Gold fell by more than 1 percent on Monday,
following its best weekly performance in a month, after Japan's
intervention in the currency market triggered a spike in the dollar,
which was already benefiting from ongoing concern about the euro zone.
Japan intervened unilaterally in
the foreign exchange market on Monday to curb the yen's strength,
sending the dollar up more than 1 percent against a basket of
currencies.
A stronger US currency makes
dollar-denominated commodities more expensive for non-US buyers, pushing
down the price of silver, copper and crude oil.
This week is also dominated by
major US data, including monthly employment and several measures of
manufacturing, along with Chinese factory activity, which also kept
investors cautious.
Spot gold was last down by 1.1
percent at $1,720.20 an ounce by 13:00 SA time, having risen 6.0 percent
last week and set for a 5.8 percent rise this month, following the
near-11 percent slide seen in September, when prices hit a record
$1,920.30.
“I didn't buy the story last week
of gold trading like a safe-haven again. But gold often trades in line
with the other commodities .with(quantitative easing) and inflation and
those kinds of things obviously supporting the price of both,” said
Mitsubishi analyst Matthew Turner.
“This
week, it's all about the economic data and central bank policy meetings.
There's no real sense of direction, except for the fact that it is
trading more like a risk asset.”
The US Federal Reserve and the European Central Bank meet this week to discuss monetary policy.
The correlation between gold and
the European equity market rose to a multi-month high of nearly 50
percent, meaning gold was more likely to move in tandem with stocks,
while gold's negative correlation to the dollar strengthened to -40
percent on Monday from around -30 percent last week.

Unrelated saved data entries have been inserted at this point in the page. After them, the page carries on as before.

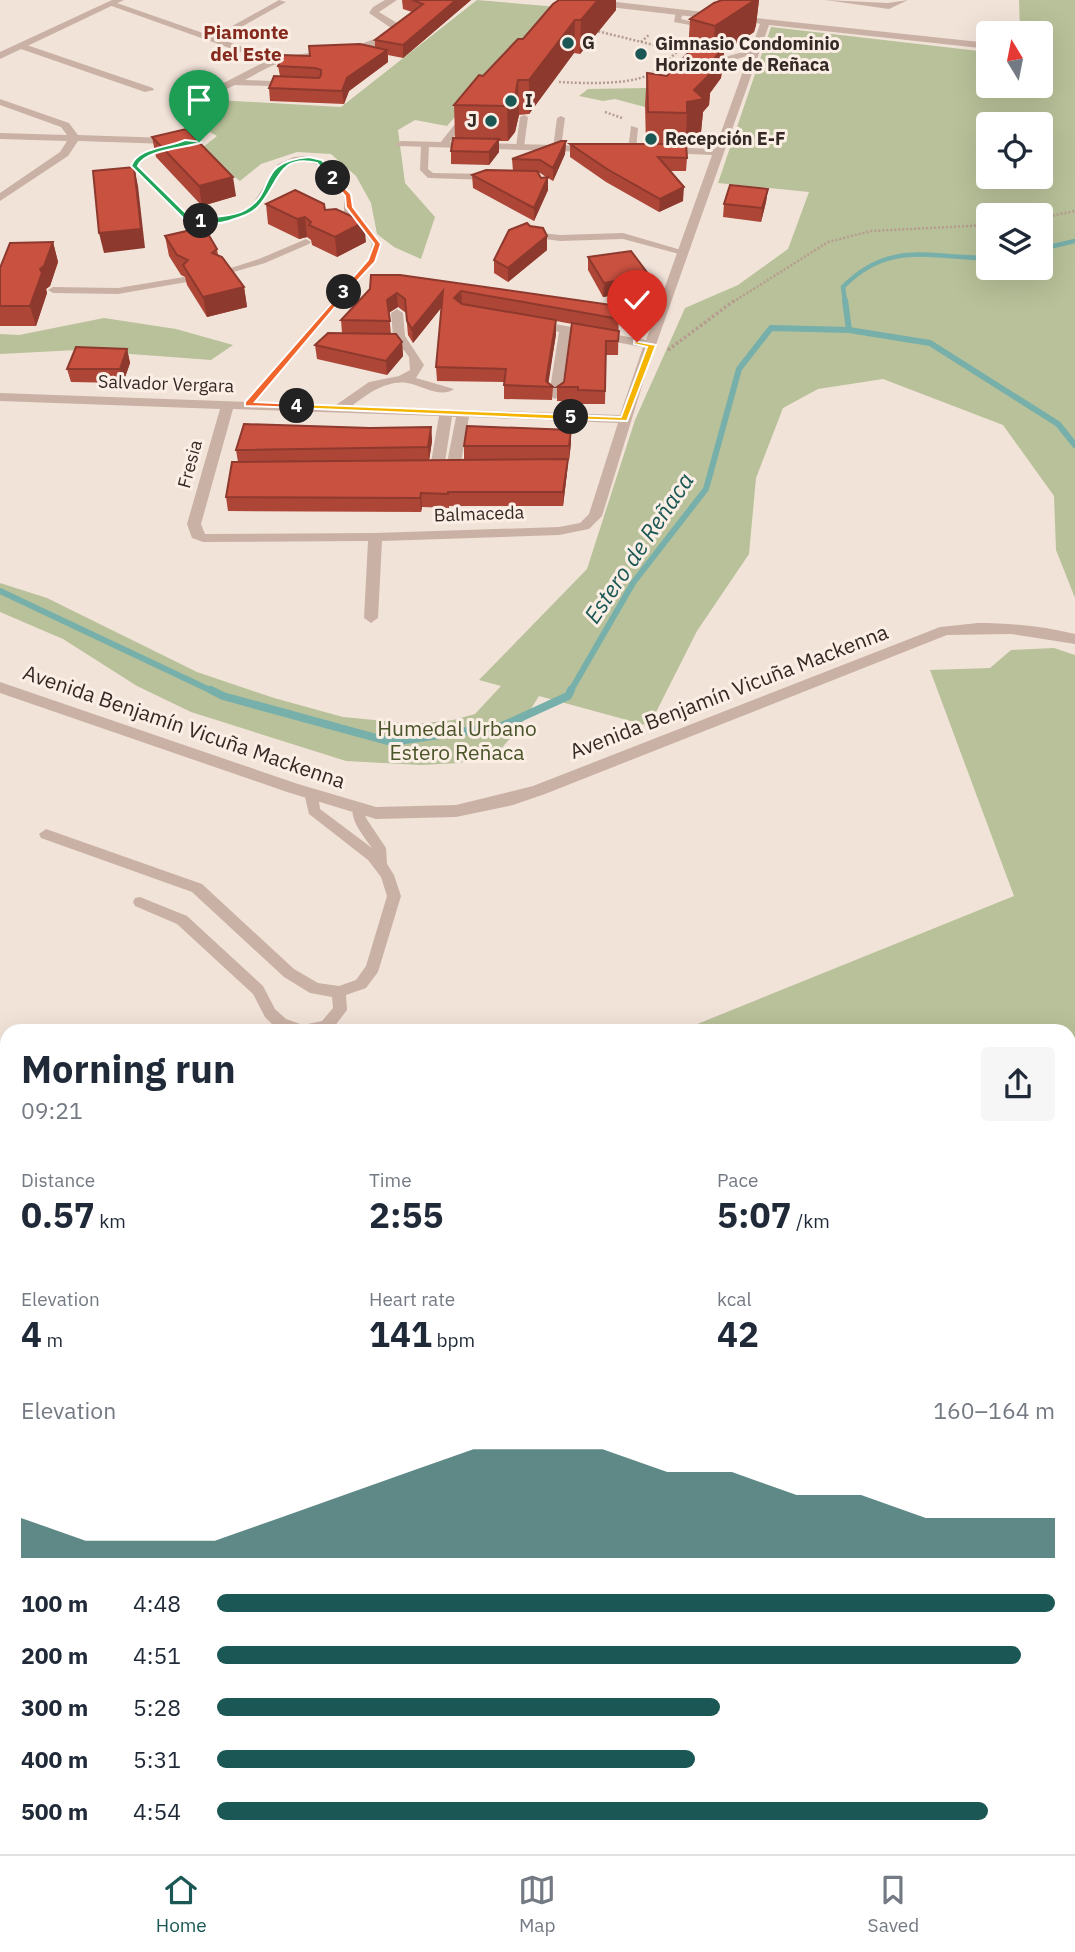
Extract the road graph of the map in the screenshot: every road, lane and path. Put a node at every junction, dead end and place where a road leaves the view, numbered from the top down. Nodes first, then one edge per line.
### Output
1 (392, 0) edge
2 (575, 0) edge
3 (830, 0) edge
4 (903, 0) edge
5 (115, 2) edge
6 (282, 2) edge
7 (679, 13) junction
8 (728, 18) edge
9 (740, 19) edge
10 (765, 22) junction
11 (585, 28) edge
12 (711, 28) edge
13 (650, 34) dead end
14 (213, 39) junction
15 (640, 43) junction
16 (976, 45) edge
17 (21, 46) junction
18 (754, 51) junction
19 (0, 55) edge
20 (668, 60) junction
21 (275, 61) junction
22 (680, 63) edge
23 (717, 69) edge
24 (234, 82) junction
25 (559, 82) dead end
26 (304, 86) edge
27 (149, 90) dead end
28 (212, 93) dead end
29 (0, 102) edge
30 (477, 103) edge
31 (605, 112) dead end
32 (524, 117) dead end
33 (561, 118) dead end
34 (622, 118) dead end
35 (634, 128) dead end
36 (0, 136) edge
37 (73, 139) junction
38 (185, 142) junction
39 (199, 142) edge
40 (401, 144) dead end
41 (425, 145) junction
42 (443, 145) junction
43 (520, 147) junction
44 (557, 148) junction
45 (600, 149) edge
46 (620, 149) edge
47 (643, 150) junction
48 (718, 152) junction
49 (496, 177) edge
50 (0, 198) edge
51 (350, 207) junction
52 (1075, 211) edge
53 (1053, 216) edge
54 (332, 226) edge
55 (976, 226) edge
56 (533, 235) edge
57 (306, 242) edge
58 (683, 252) junction
59 (223, 272) edge
60 (184, 280) edge
61 (53, 290) dead end
62 (397, 313) dead end
63 (514, 320) edge
64 (565, 330) junction
65 (652, 345) junction
66 (640, 373) junction
67 (408, 379) junction
68 (448, 388) dead end
69 (555, 395) edge
70 (0, 397) edge
71 (228, 403) junction
72 (248, 404) junction
73 (341, 408) junction
74 (446, 412) junction
75 (463, 413) junction
76 (624, 419) junction
77 (197, 535) joint
78 (375, 537) junction
79 (371, 618) dead end
80 (1075, 639) edge
81 (0, 687) edge
82 (311, 793) junction
83 (358, 807) junction
84 (46, 834) dead end
85 (380, 865) junction
86 (140, 902) dead end
87 (339, 992) junction
88 (281, 1024) edge
89 (329, 1024) edge

1 - 21 street
2 - 7 street
3 - 4 street
5 - 14 street
5 - 17 street
6 - 14 lane
7 - 8 street
7 - 12 lane
9 - 10 street
10 - 16 street
10 - 18 street
11 - 15 path
13 - 15 path
14 - 21 street
15 - 20 path
17 - 19 street
17 - 27 street
18 - 23 lane
18 - 48 street
20 - 22 path
20 - 25 path
21 - 24 street
24 - 26 street
24 - 28 street
29 - 37 street
30 - 42 lane
31 - 34 path
32 - 43 lane
33 - 44 lane
35 - 47 lane
36 - 37 street
37 - 38 street
37 - 50 street
38 - 39 street
38 - 51 lane
40 - 41 street
41 - 42 street
41 - 49 lane
42 - 43 street
43 - 44 street
44 - 45 street
46 - 47 street
47 - 48 street
48 - 58 street
51 - 54 lane
51 - 72 lane
52 - 53 path
55 - 66 path
56 - 58 lane
57 - 59 lane
58 - 65 street
60 - 61 lane
62 - 67 street
63 - 64 street
64 - 65 street
64 - 69 street
65 - 66 street
66 - 76 street
67 - 68 street
67 - 73 street
70 - 71 street, Salvador Vergara
71 - 72 street, Salvador Vergara
71 - 77 street, Fresia
72 - 73 street, Salvador Vergara
73 - 74 street, Salvador Vergara
74 - 75 street, Salvador Vergara
74 - 75 street
75 - 76 street, Salvador Vergara
76 - 78 street, Balmaceda
77 - 78 street, Balmaceda
78 - 79 street
80 - 83 street, Avenida Benjamín Vicuña Mackenna
81 - 82 street, Avenida Benjamín Vicuña Mackenna
82 - 83 street, Avenida Benjamín Vicuña Mackenna
82 - 85 lane
83 - 85 lane
84 - 87 lane
85 - 87 lane
86 - 88 lane
87 - 89 lane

“The huge spike in the dollar is
pressuring gold prices,” said Ong Yi Ling, an analyst at Phillip
Futures. “But so long as gold stays above $1,700, the sentiment should
remain pretty bullish.”
BUYERS CAUTIOUS
Buyers in the physical market were
on the sidelines, which led to gold bar premiums easing to a range
between $1 to $1.50 an ounce over spot prices, from about $1.50 last
week.
“We saw
some light buying from Thailand,” said a Singapore-based dealer. “If
prices drop below $1,700, physical buyers are expected to return.”
Investment interest in gold has
been rekindled in recent weeks after euro zone leaders progressed
towards an agreement to solve the bloc's debt crisis, albeit
painstakingly, sending prices up 6 percent last week.
Last week, money managers raised
their bullish bets in gold futures and options to the highest in four
weeks, data from the US Commodity Futures Trading Commission data
showed.
SPDR Gold Trust , the world's
largest gold-backed exchange-traded fund, registered an inflow of 16.04
tonnes last week and 11.62 tonnes since the end of September, after a
small outflow of 0.38 tonnes in September.
In the days ahead, investors will
be watching a policy meeting of the US Federal Reserve, as well as a key
Group of 20 meeting for coordinated efforts or pledges to help
stabilise world financial markets.
In other precious metals, platinum
and palladium were both down by some 2.0 percent on the day. Key this
week for both metals will be gauges of global factory activity, with US
monthly vehicle sales offering insight into the health of a key source
of demand for platinum group metals.
UBS
strategist Edel Tully said the bank's auto analysts expected monthly US
vehicles to pick up thanks to credit availability, improving inventories
as well as other purchase incentives.
“Our conversations with producers
and end-users in recent weeks have revealed end-user supply contracts
remain unchanged, with metal shipments still being comfortably absorbed.
The price decline in late September has in fact encouraged
forward-buying, as a still rosy medium-term outlook made levels around
$1500 a good entry-point,” she said in a note.
Platinum was last down 2.3 percent
at $1,605.99, while palladium was down 1.9 percent at $652.25 and
silver fell 2.5 percent to $34.32 an ounce.